What you will do - Check every line below for the word "main" and give only the number of lines where it appears.

Collected data entries -
>>>>>
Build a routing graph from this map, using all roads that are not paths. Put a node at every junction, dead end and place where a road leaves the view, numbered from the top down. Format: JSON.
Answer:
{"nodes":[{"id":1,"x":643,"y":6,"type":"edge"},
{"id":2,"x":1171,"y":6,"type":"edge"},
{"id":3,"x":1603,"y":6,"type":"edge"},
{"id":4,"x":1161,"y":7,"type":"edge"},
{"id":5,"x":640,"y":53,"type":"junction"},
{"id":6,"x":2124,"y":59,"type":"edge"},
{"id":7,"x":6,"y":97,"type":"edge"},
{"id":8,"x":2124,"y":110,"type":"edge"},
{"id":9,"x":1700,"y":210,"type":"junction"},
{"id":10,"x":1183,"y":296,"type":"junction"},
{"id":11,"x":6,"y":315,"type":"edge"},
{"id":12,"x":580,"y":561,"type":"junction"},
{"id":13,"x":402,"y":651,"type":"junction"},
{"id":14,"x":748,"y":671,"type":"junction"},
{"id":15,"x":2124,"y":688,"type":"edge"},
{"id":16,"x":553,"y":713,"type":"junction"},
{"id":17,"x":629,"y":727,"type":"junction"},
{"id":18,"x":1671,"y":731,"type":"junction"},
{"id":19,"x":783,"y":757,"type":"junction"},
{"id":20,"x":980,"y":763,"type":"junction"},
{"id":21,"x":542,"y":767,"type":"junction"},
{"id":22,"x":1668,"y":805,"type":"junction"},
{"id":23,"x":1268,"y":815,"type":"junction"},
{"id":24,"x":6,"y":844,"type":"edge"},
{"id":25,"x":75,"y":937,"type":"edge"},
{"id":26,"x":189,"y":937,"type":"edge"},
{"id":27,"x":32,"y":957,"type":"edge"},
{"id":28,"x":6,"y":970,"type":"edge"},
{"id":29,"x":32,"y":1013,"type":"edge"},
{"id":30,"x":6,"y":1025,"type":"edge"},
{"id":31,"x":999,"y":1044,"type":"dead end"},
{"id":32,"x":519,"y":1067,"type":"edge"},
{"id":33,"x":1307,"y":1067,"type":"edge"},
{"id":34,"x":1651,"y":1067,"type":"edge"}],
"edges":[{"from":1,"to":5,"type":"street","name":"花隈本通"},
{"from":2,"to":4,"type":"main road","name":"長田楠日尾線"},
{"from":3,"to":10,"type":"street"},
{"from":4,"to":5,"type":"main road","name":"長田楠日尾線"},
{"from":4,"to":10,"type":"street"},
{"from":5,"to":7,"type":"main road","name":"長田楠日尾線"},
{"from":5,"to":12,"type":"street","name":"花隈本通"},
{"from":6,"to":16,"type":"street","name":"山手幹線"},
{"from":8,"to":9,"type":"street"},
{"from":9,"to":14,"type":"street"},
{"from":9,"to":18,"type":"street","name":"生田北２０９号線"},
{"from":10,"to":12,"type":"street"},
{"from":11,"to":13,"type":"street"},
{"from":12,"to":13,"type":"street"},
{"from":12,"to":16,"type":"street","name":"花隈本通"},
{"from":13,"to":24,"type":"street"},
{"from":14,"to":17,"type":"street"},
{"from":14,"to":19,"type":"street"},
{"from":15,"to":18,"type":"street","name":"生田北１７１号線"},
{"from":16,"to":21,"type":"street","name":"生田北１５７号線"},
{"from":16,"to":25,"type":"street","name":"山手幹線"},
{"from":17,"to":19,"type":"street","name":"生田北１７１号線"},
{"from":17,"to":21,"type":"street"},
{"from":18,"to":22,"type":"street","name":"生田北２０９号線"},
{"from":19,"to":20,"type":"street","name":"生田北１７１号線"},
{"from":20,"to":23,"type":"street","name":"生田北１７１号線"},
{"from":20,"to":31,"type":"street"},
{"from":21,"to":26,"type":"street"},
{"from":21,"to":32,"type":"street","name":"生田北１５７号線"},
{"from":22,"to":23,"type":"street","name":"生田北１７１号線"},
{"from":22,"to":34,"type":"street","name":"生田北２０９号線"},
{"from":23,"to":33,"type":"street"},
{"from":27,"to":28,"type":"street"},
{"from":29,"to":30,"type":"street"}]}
<<<<<
Result - 3